FAQ’s – Rescues and the Rapid Response Unit
Mammals we work with include monkeys, most commonly Rhesus Macaques, and civet cats. During winter, car accidents escalate due to the fog and calls for larger mammals like nilgai (blue bulls) are fairly frequent. We’ve even rescued pangolins, which are an endangered, highly protected species found in India. We also rescue birds like kites, peacocks and pigeons, as well as the occasional owl, particularly during chick season when they fall out of nests and during the summer when dehydration cases skyrocket. There are also the occasional calls about vultures, storks, parakeets and so on.
Of course, these numbers vary from day-to-day, and even the frequency of a particular type of call changes with time and conditions.
For example, in the summer (May-June) the number of calls for dehydrated animals (particularly birds) increases manifold. The monsoons (July-August) bring up the reptiles, and we’re generally swamped with snake rescues. As the winter approaches (November-January) cities get foggier, and road accidents with animals become more frequent, so we get lots of calls for nilgai (blue bulls) getting hit by cars.
The rescue team has to think fast and be innovative with its approach to every rescue, to keep the animal, and any people that may be around, safe.

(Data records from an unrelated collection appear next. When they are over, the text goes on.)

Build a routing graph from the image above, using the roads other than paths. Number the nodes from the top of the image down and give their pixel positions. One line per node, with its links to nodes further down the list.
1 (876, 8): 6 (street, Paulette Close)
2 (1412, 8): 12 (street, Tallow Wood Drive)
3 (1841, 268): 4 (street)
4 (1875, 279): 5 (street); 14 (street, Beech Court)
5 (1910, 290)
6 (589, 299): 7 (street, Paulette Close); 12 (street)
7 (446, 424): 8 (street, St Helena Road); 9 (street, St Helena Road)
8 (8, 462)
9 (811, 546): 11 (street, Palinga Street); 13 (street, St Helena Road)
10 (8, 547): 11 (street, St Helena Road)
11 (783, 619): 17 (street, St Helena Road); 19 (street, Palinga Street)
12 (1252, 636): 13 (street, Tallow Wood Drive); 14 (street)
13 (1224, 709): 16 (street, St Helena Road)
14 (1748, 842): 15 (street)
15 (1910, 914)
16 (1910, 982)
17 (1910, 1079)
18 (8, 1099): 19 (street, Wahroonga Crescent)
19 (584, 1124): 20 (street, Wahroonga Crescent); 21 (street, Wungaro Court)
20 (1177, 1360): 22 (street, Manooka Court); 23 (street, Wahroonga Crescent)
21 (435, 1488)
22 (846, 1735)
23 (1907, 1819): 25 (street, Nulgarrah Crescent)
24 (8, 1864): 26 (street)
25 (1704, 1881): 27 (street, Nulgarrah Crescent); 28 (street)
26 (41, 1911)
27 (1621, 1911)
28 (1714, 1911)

In the case of a snake rescue, while only one person is required for the actual rescue, it’s always smart to have someone around for backup.
For animals that might be aggressive, or have proven difficult to handle in the past, we ensure that a minimum of three people attend to the rescue call. For example, with an adult nilgai (blue bull), a leopard or even monkeys, it is always safer to have a minimum of three people on-hand.
We try to have at least two people on a rescue so that if one person is driving, the other one is free to attend calls for updates on the situation, other rescue calls that come in etc. while also being able to care for or comfort the animal once it has been rescued. During a rescue a second person comes in handy for handling additional equipment like a flashlight or containment box/bag or if documentation of the rescue is required.
Typically, a rescue involves
1. A call on the helpline
2. Dispatch of the team
3. A call to the person for details about location, species etc. as well as instructions on protocol
4. Reaching the location and assessing the situation
5. Crowd control
7. Safely containing the animal and transferring it to the vehicle
8. Transporting the animal to the place of release or to the shelter
This entire process is repeated throughout the day (and through the night).
What remains the same day after day is the excitement of the job. There’s never a dull moment when you’re rescuing wildlife, and knowing that you’re saving lives every moment of every day is an exceptionally rewarding feeling. Of course it’s exhausting work, and there’s a lot of frustration and heartbreak when an animal doesn’t make it, but that’s all part of the job.